> [Your objective] You are asked to filter the data below and copy every line holding "Hillman".

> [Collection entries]
•••
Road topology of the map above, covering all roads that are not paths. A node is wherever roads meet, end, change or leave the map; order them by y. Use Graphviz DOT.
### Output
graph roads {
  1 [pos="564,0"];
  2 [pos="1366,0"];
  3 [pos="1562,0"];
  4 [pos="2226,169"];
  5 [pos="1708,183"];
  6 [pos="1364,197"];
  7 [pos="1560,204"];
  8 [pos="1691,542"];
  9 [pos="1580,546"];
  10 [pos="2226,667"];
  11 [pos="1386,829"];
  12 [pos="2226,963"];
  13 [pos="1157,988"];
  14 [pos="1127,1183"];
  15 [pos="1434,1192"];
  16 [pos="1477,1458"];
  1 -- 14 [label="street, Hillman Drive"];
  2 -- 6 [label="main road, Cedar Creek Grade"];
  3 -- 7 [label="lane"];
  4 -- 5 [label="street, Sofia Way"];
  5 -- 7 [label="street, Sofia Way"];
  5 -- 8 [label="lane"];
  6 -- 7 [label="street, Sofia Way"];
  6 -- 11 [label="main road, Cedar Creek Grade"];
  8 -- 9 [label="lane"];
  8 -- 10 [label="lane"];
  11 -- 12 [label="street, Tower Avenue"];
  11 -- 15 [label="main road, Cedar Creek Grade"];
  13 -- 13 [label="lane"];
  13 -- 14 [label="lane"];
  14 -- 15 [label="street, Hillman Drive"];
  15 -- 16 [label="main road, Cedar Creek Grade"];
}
•••
> [Result of this task]
  1 -- 14 [label="street, Hillman Drive"];
  14 -- 15 [label="street, Hillman Drive"];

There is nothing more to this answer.